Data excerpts
==================================================

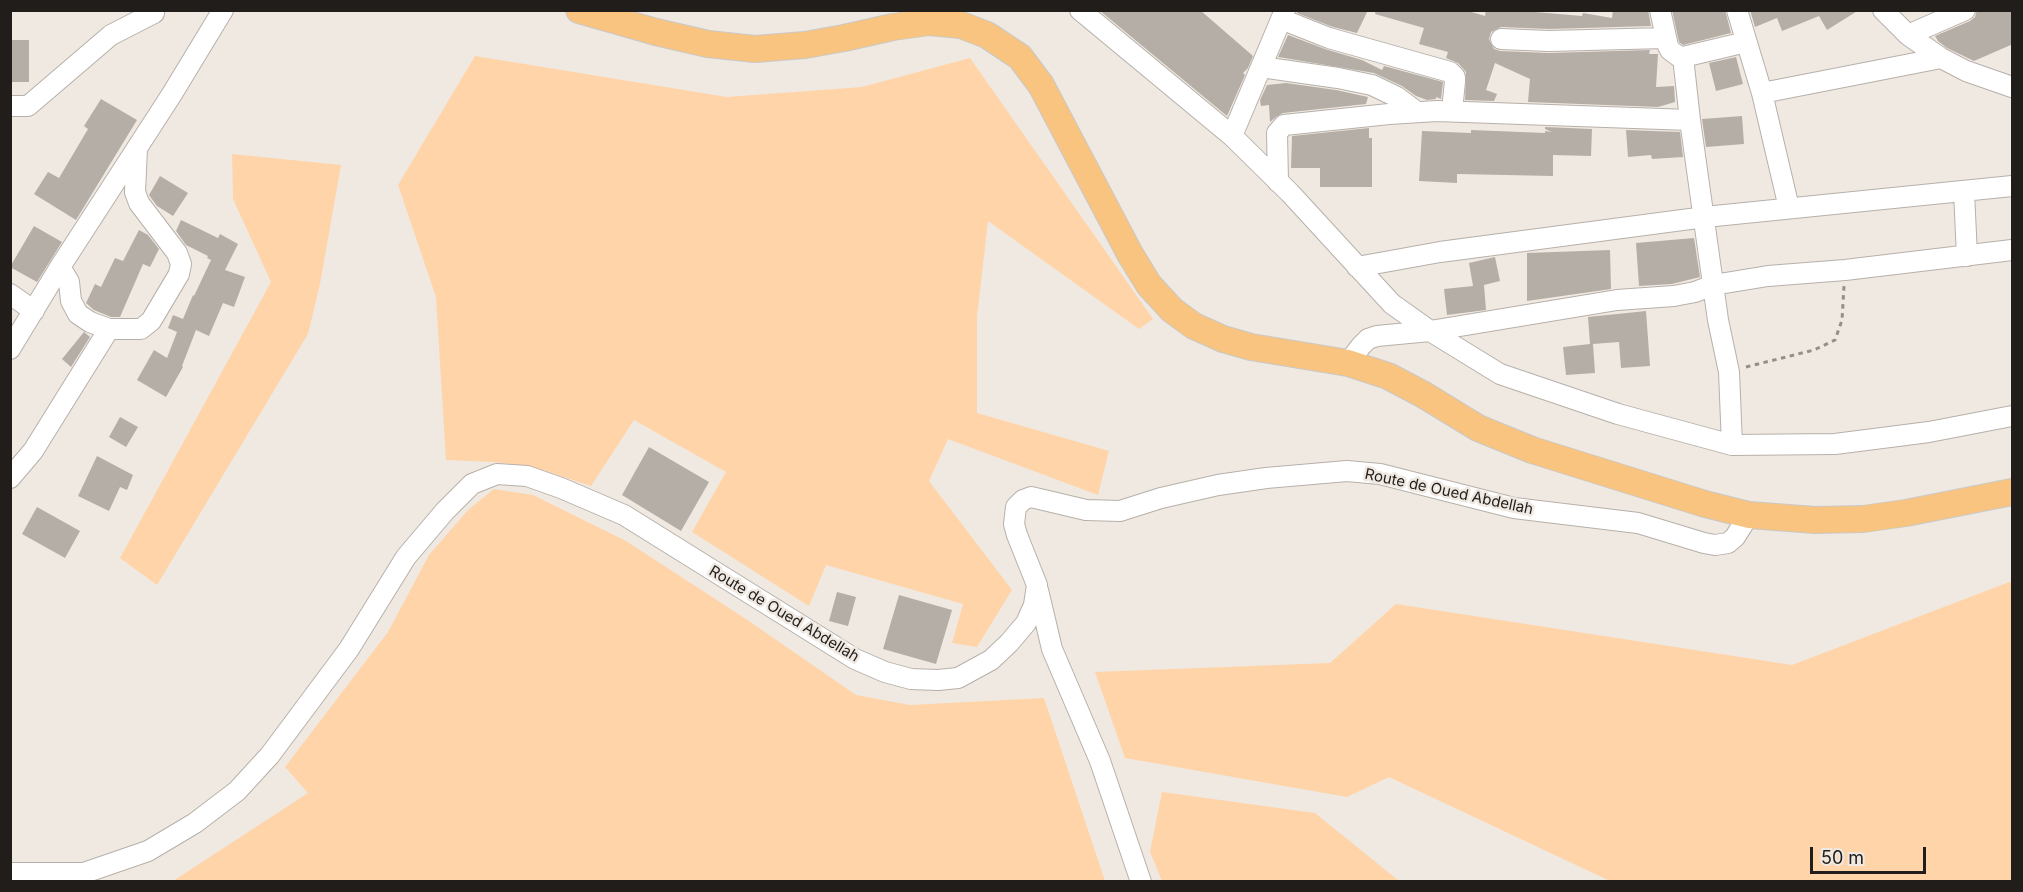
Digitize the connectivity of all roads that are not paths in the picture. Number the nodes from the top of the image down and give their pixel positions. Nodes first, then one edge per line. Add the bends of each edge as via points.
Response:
1 (222, 10) edge
2 (579, 10) edge
3 (1080, 10) edge
4 (1660, 10) edge
5 (1737, 10) edge
6 (1882, 10) edge
7 (1958, 12) edge
8 (154, 13) dead end
9 (1283, 15) edge
10 (1908, 35) junction
11 (1501, 39) dead end
12 (1665, 39) junction
13 (1746, 42) junction
14 (1683, 57) junction
15 (1941, 58) junction
16 (1261, 67) junction
17 (2013, 87) edge
18 (1762, 93) junction
19 (10, 106) edge
20 (1452, 111) junction
21 (1417, 112) junction
22 (1690, 120) junction
23 (1232, 136) junction
24 (137, 148) junction
25 (1278, 182) junction
26 (2013, 186) edge
27 (1964, 192) junction
28 (1789, 208) junction
29 (1705, 217) junction
30 (2013, 250) edge
31 (1967, 256) junction
32 (60, 267) junction
33 (1357, 267) junction
34 (1713, 285) junction
35 (10, 294) edge
36 (34, 311) junction
37 (109, 329) junction
38 (1430, 331) junction
39 (10, 350) edge
40 (1347, 363) junction
41 (2013, 416) edge
42 (1732, 445) junction
43 (10, 478) edge
44 (2013, 492) edge
45 (1749, 515) junction
46 (1037, 585) junction
47 (10, 873) edge
48 (1141, 882) edge

1 - 24 street
2 - 40 main road via 667,35 755,49 805,45 929,22 961,25 987,35 1020,57 1041,85 1130,254 1149,285 1172,310 1194,326 1223,339
3 - 23 street
4 - 12 street
5 - 13 street
6 - 10 street
7 - 10 street
8 - 19 street via 111,35 28,106
9 - 16 street
9 - 20 street via 1329,38 1450,72 1455,77
10 - 15 street
11 - 12 street
12 - 14 street via 1670,50
13 - 14 street
13 - 18 street
14 - 22 street
15 - 17 street
15 - 18 street
16 - 21 street via 1372,85
16 - 23 street
18 - 28 street
20 - 21 street
20 - 22 street
21 - 25 street via 1284,125 1277,133
22 - 29 street
23 - 25 street
24 - 32 street
24 - 37 street via 135,192 139,203 181,264 151,321 141,329
25 - 33 street
26 - 27 street
27 - 28 street
27 - 31 street
28 - 29 street
29 - 33 street
29 - 34 street
30 - 31 street
31 - 34 street
32 - 36 street
32 - 37 street via 69,282 71,301 78,314
33 - 38 street via 1392,304
34 - 38 street via 1674,296 1617,300
34 - 42 street via 1730,372
35 - 36 street
36 - 39 street
37 - 43 street via 33,451
38 - 40 street via 1368,339
38 - 42 street via 1500,374 1618,414
40 - 45 main road via 1388,376 1478,428 1532,450
41 - 42 street via 1835,444
44 - 45 main road via 1863,519
45 - 46 street, Route de Oued Abdellah via 1735,537 1715,545 1638,523 1514,508 1380,474 1347,471 1218,485 1120,512 1086,510 1031,498 1016,507 1014,524
46 - 47 street, Route de Oued Abdellah via 1026,623 991,660 958,678 911,679 855,659 624,515 527,476 497,474 472,484 406,557 349,649 270,755 237,791 195,823 148,851 84,873
46 - 48 street via 1052,649 1101,761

==================================================

§ **What you have to do**
The lines that contain the word "main" are wanted; copy each of them from the records.

§ **Finished exercise**
2 - 40 main road via 667,35 755,49 805,45 929,22 961,25 987,35 1020,57 1041,85 1130,254 1149,285 1172,310 1194,326 1223,339
40 - 45 main road via 1388,376 1478,428 1532,450
44 - 45 main road via 1863,519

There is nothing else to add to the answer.